Inevitably, you would become bored and the toss, fetch, giggle and rattle cycle would begin again. This was our game and you knew all the rules. One day, I became engrossed in my washing ritual for a few minutes and it occurred to me that you were quiet. I glanced over at you and all of your toys were outside of the box. I had not fetched them. Then I noticed that your forefinger was straight out and clenched firmly between your four front teeth (your only teeth). That was not the most amazing part. Your head was trembling from the force of your clenched teeth now digging deep into your finger. It was not teething that caused you to bite so hard that you broke the skin in your tiny little finger, it was rage! I was not playing our game the way that you knew it should be played and you were raging mad! I quickly placed your toys back in the box and massaged the deep tooth grooves in your finger. You were beautiful then.
Did I forget to tell you that…
You are beautiful now!
Cassandra M. Dougherty
© Granny Apples
For my daughter Jasmine (My Schatzi)
Schatzi did not give up Granny Apples due to an aversion to the tartness that she had savored for years.
She had no truck with their origin be it Grandmother Marie Ana Smith’s Australian garden or Acme Supermarkets 3 pound bag.
She did not suddenly deny Granny its right to be a hybrid or sour. She herself could be considered to be both. That this fruit could cause her lips to pucker placed it above any flirting, fleeting suitor.
At the office she used to work at, each lunch time would end with this juicy, crisp fruit then it was back to solving technical problems for the clients that she loved and who loved her.

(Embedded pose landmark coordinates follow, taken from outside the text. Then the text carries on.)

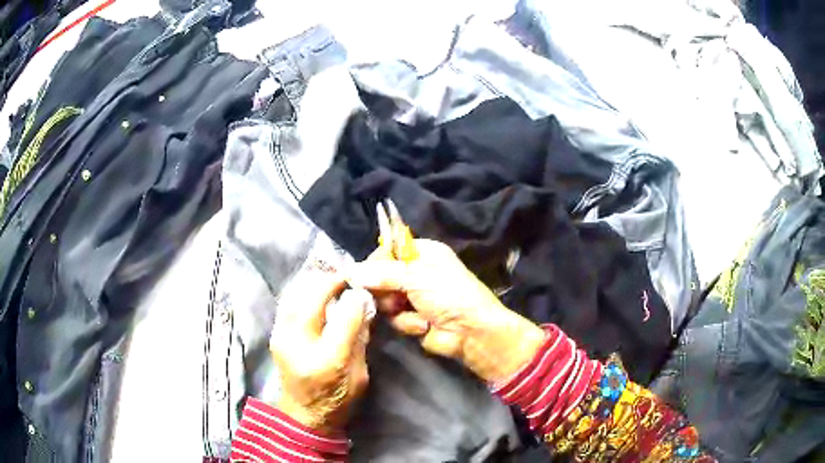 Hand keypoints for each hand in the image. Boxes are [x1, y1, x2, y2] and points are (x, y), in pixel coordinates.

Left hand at [270, 270, 373, 431]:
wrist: (303, 416)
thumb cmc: (337, 400)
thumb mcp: (360, 374)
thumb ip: (361, 339)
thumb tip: (362, 304)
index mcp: (328, 360)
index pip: (343, 317)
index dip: (354, 296)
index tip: (363, 286)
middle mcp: (299, 344)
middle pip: (312, 299)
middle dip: (331, 281)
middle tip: (346, 275)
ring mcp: (281, 337)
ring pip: (295, 295)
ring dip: (314, 282)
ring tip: (331, 279)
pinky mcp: (275, 334)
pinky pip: (287, 302)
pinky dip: (301, 290)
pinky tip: (313, 289)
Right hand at [349, 239, 544, 382]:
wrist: (471, 332)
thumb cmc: (448, 294)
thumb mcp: (415, 276)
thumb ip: (381, 273)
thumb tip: (351, 271)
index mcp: (423, 253)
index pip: (388, 250)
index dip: (375, 262)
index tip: (364, 274)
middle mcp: (417, 272)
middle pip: (382, 277)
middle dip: (384, 290)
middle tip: (391, 297)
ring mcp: (415, 297)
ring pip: (385, 300)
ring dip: (397, 309)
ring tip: (412, 312)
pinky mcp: (413, 319)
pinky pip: (395, 318)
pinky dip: (408, 323)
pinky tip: (423, 326)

This was her daily lunch ritual.
No, Schatzi did not give up Granny Apples because she stopped believing that “An apple a day keeps the doctor away”. In fact as time went by and her MS progressed, she assured me that this delicious fruit also contained stuff that gave her the energy to get through the day without being consumed by fatigue associated with MS.
No, there was no reason related to the apple itself that caused her to abandon this delectable treat. On the day that I asked her why, she held her hands out and the reason was evident.
To peel away the part of the Granny that was not digestible by her now delicate stomach, she would need to be able to hold a paring knife and carve away the skin. These hands could no longer be sufficiently directed to peel and prepare the luscious Granny Apple.
As she raised her hand in irregular jerks and stroked my saddening face her fingers fluttered like directionless birds. I hold forever that bitter sweet moment.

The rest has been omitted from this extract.